MÉRAT Lucien, Pierre, Auguste

Par Alain Dalançon

Né le 23 août 1891 à Charny-le-Bachot (Aube), mort le 9 octobre 1957 à Charny-le-Bachot ; professeur agrégé d’allemand ; militant syndicaliste, secrétaire de la FGE, secrétaire du SPES, puis du SNES ; militant socialiste.

Ses parents,Jules Mérat et Marie-Louise Luquin, étaient agriculteurs. Lucien Mérat resta profondément attaché à ses origines paysannes et à son village natal où il pratiquait régulièrement la chasse et la pêche.

Titulaire du baccalauréat en 1910, il obtint une licence ès-lettres (1912) et un diplôme d’études supérieures (1913) à la faculté des lettres de Nancy. Il partit en Allemagne comme assistant français à Magdebourg (1911) puis à Francfort-sur-le Main (1913). Boursier d’agrégation à Nancy (1913-1914), il fut reçu à l’agrégation d’Allemand en 1914 (15e sur 26), la même année que Maurice Husson. Il partit accomplir son service militaire en août 1914 au 37e régiment d’infanterie. Blessé le 14 novembre 1914 (bras gauche paralysé) à Bixschoote, il fut réformé en 1916 au grade de caporal, pour blessure de guerre, et pensionné (40%).

Nommé professeur d’allemand au lycée de Brest (Finistère) à la rentrée des classes en 1916, Lucien Mérat fut muté en 1918 au lycée de Troyes (Aube) où le proviseur signalait qu’il présidait l’association sportive. Il se maria dans cette ville le 8 avril 1922 avec Lucienne Sageon qui décéda en 1936.

À la suite d’une inspection, l’inspecteur général fut très louangeur en raison de son cours, exposé sans prononcer un mot de français. Il dut le signaler à l’Ecole Alsacienne pour laquelle il fut mis à la disposition pour cinq ans à partir de 1924. Mais il la quitta l’année suivante en raison d’un différend financier. Il réintégra l’enseignement public au lycée de Reims (Marne) en 1925, avant d’être muté au lycée de Versailles en 1926. Il demanda et obtint en 1927 le petit lycée Condorcet à Paris puisqu’il habitait Viroflay (Seine-et-Oise) bien desservi par la gare Saint-Lazare. Quatre ans plus tard, il était muté au grand lycée Condorcet et vint alors habiter Paris dans le XIIe arrondissement. Il y enseigna jusqu’à sa retraite en 1949.
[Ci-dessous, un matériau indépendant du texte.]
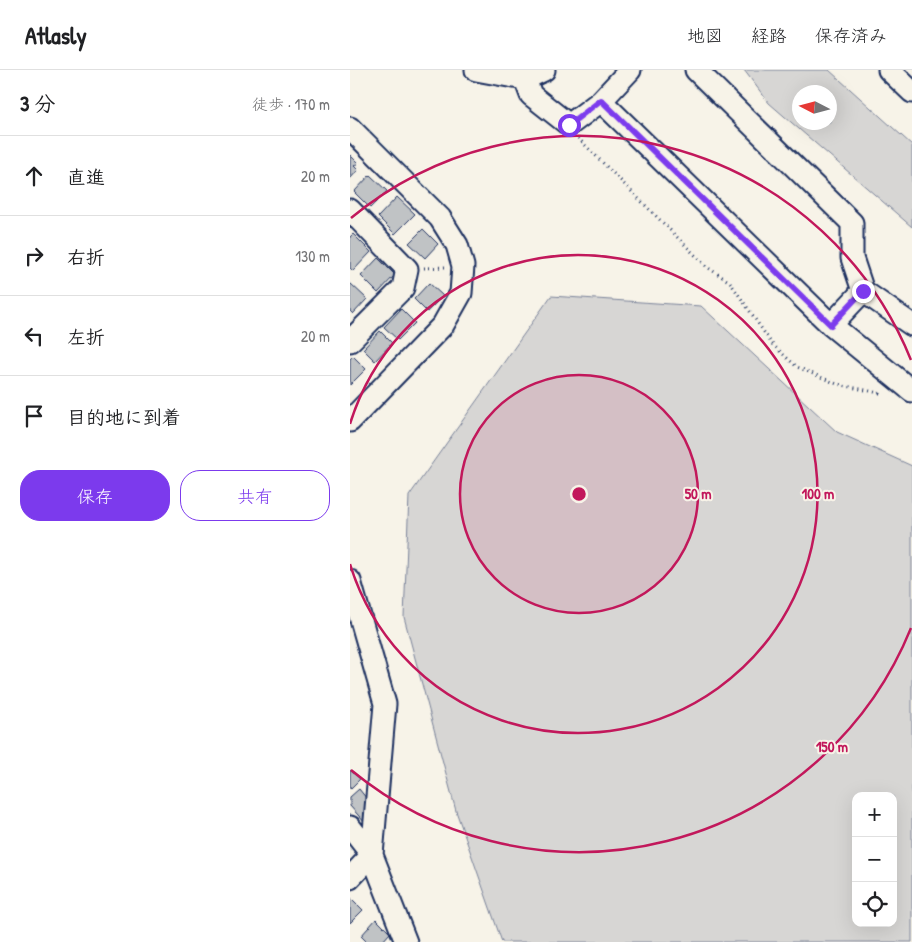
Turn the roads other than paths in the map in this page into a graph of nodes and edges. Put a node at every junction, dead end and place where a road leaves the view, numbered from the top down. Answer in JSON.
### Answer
{"nodes":[{"id":1,"x":476,"y":70,"type":"edge"},
{"id":2,"x":630,"y":70,"type":"edge"},
{"id":3,"x":696,"y":70,"type":"edge"},
{"id":4,"x":535,"y":74,"type":"edge"},
{"id":5,"x":601,"y":100,"type":"junction"},
{"id":6,"x":350,"y":128,"type":"edge"},
{"id":7,"x":351,"y":213,"type":"edge"},
{"id":8,"x":863,"y":291,"type":"junction"},
{"id":9,"x":831,"y":325,"type":"junction"},
{"id":10,"x":912,"y":325,"type":"edge"},
{"id":11,"x":350,"y":341,"type":"edge"},
{"id":12,"x":912,"y":391,"type":"edge"},
{"id":13,"x":350,"y":421,"type":"edge"},
{"id":14,"x":350,"y":581,"type":"edge"},
{"id":15,"x":356,"y":627,"type":"edge"},
{"id":16,"x":350,"y":827,"type":"edge"},
{"id":17,"x":372,"y":856,"type":"junction"},
{"id":18,"x":350,"y":878,"type":"edge"},
{"id":19,"x":406,"y":942,"type":"edge"}],
"edges":[{"from":1,"to":4,"type":"street"},
{"from":2,"to":5,"type":"street"},
{"from":3,"to":8,"type":"street"},
{"from":4,"to":5,"type":"street"},
{"from":5,"to":9,"type":"street"},
{"from":6,"to":13,"type":"street"},
{"from":7,"to":11,"type":"street"},
{"from":8,"to":9,"type":"street"},
{"from":8,"to":10,"type":"street"},
{"from":9,"to":12,"type":"street"},
{"from":14,"to":15,"type":"street"},
{"from":15,"to":17,"type":"street"},
{"from":16,"to":17,"type":"street"},
{"from":17,"to":18,"type":"street"},
{"from":17,"to":19,"type":"street"}]}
Lucien Mérat s’engagea très tôt dans les premières organisations syndicales. Militant de la CGT, il militait à la fois au Syndicat national des professeurs de lycée autonome (S3) et au Syndicat confédéré des professeurs de lycée dont il devint le secrétaire en 1929. Cette même année, il fut élu co-secrétaire de la nouvelle Fédération générale de l’enseignement-CGT, représentant le second degré (avec Félicien Lebaillif pour l’enseignement primaire et Ludovic Zoretti pour le supérieur), responsabilité qu’il assuma ensuite seul jusqu’en 1940. À ce titre, il faisait également partie de la direction de la Fédération générale des fonctionnaires.
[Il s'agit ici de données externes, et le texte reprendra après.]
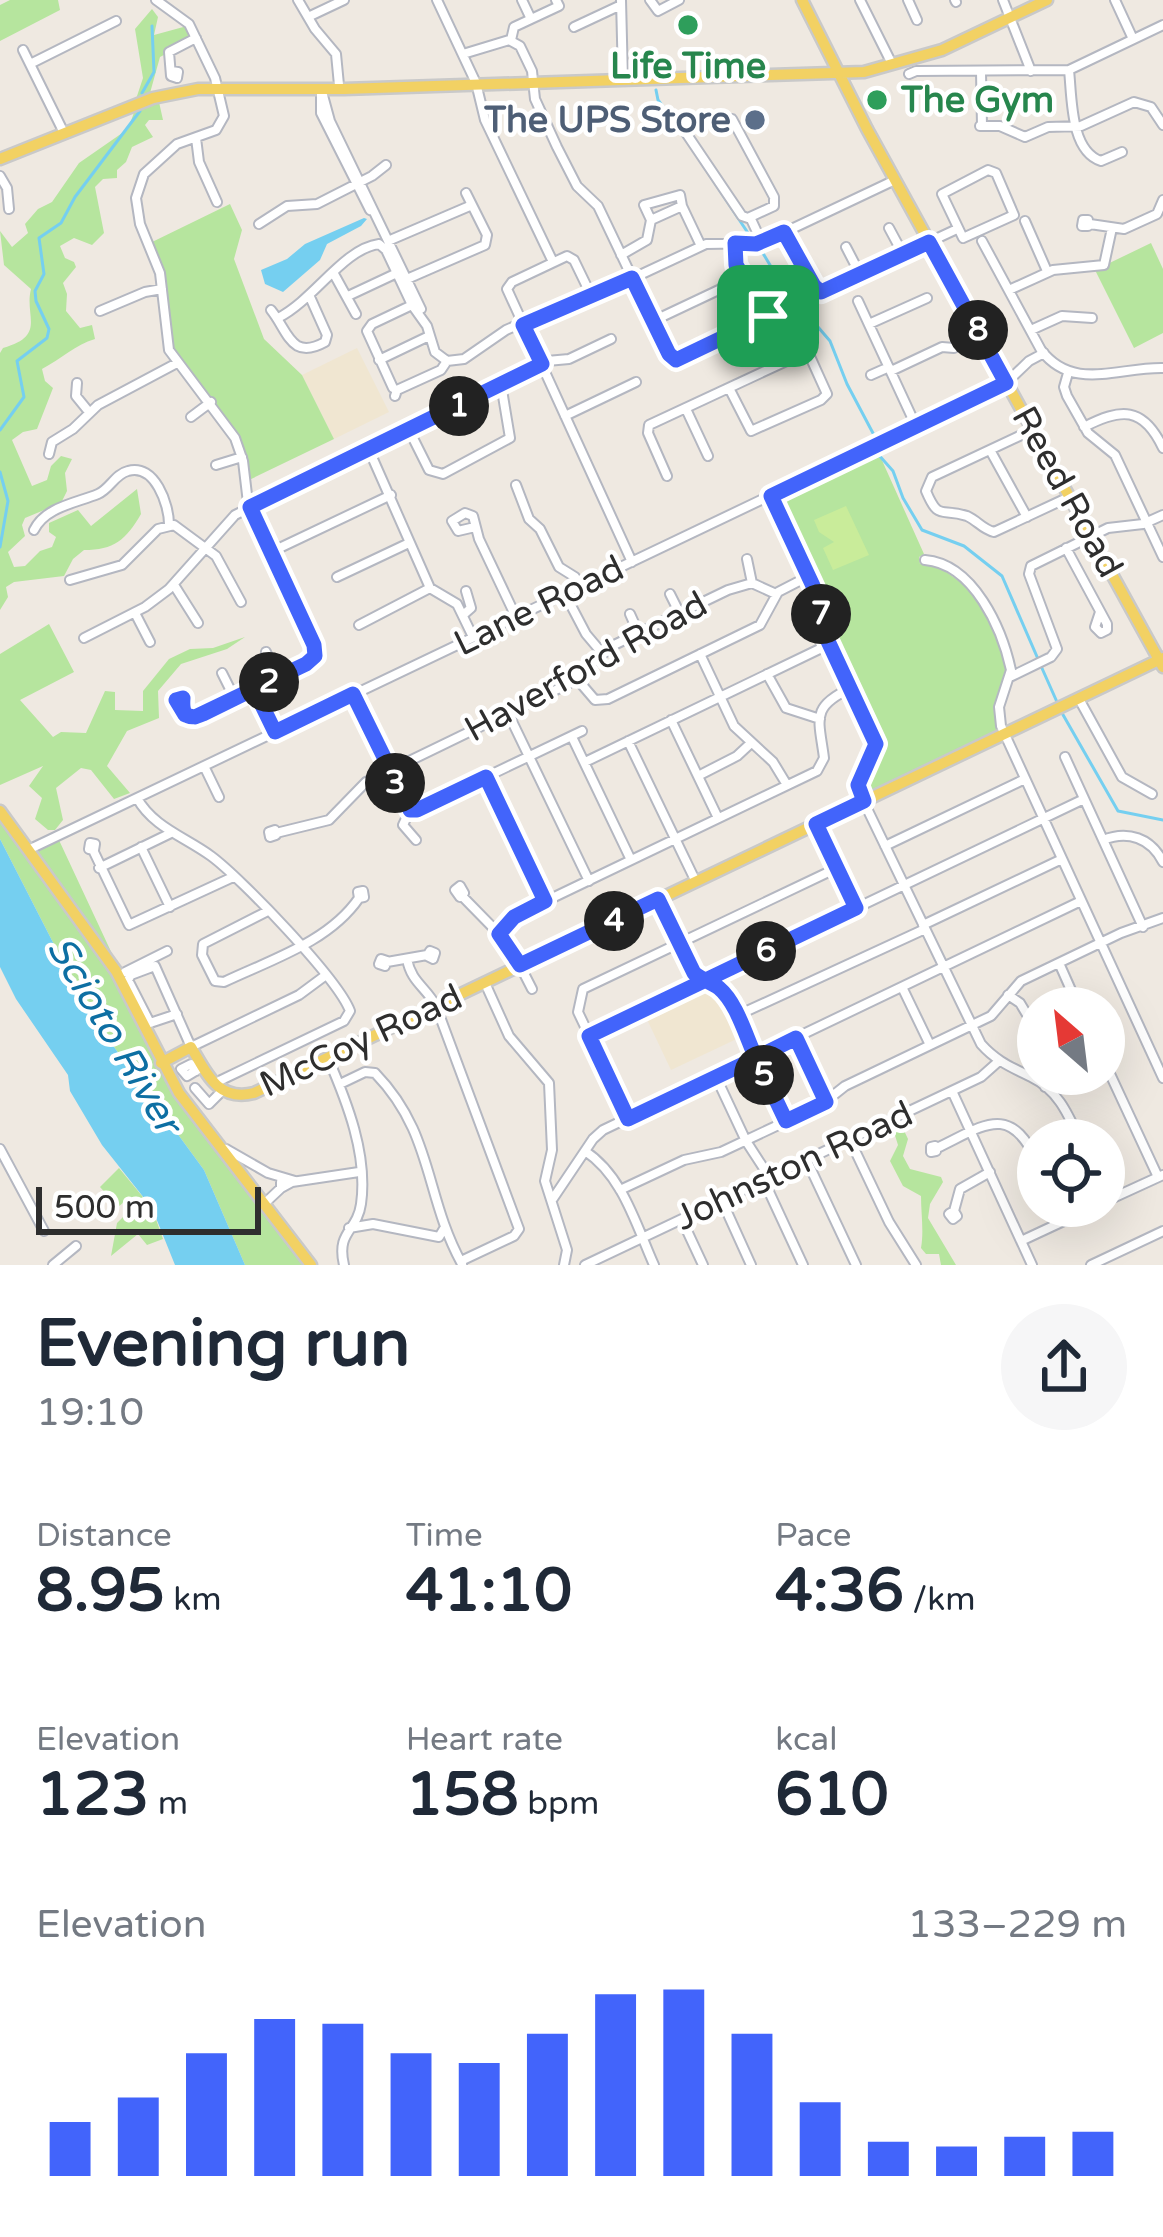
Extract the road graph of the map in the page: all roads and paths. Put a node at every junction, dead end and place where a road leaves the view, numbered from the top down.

Il siégeait en outre à la commission de l’enseignement et de l’éducation ouvrière mise en place par la CGT après son XXe congrès (septembre 1929). Dans ce cadre, il fut le rapporteur d’un projet de réforme de l’Éducation nationale adopté par la confédération. En 1931, il entra à la fois à la commission administrative de l’Union des syndicats confédérés de la Région parisienne et à celle de la CGT. Il collaborait régulièrement à son quotidien, Le Peuple. Il écrivit dans L’Œuvre, le 26 septembre 1934, un article titré « Les fonctionnaires et le discours de M. Doumergue », qui constituait une lettre ouverte au président du Conseil. Il se disait blessé par une phrase visant les militants syndicalistes : « Vous affirmez devant l’opinion publique que les fonctionnaires qui ont la confiance de leurs camarades ne sont pas attachés à leur tâche professionnelle. C’est une affirmation gratuite et une contre-vérité ». Il en profitait pour critiquer les décrets-lois et demandait d’autres solutions à la crise. Il recommandait « Ne nous calomniez pas. » et « Ne faites pas surgir dans nos consciences un conflit redoutable entre notre loyalisme et notre dignité. » Il signait « fils et arrière petit-fils de paysans de France, ancien caporal au 37e d’infanterie, réformé pour blessures de guerre, agrégé de l’Université, secrétaire de la Fédération de l’enseignement à la CGT ». Cette lettre fut largement diffusée dans les organes syndicaux et reçut un accueil favorable des fonctionnaires français.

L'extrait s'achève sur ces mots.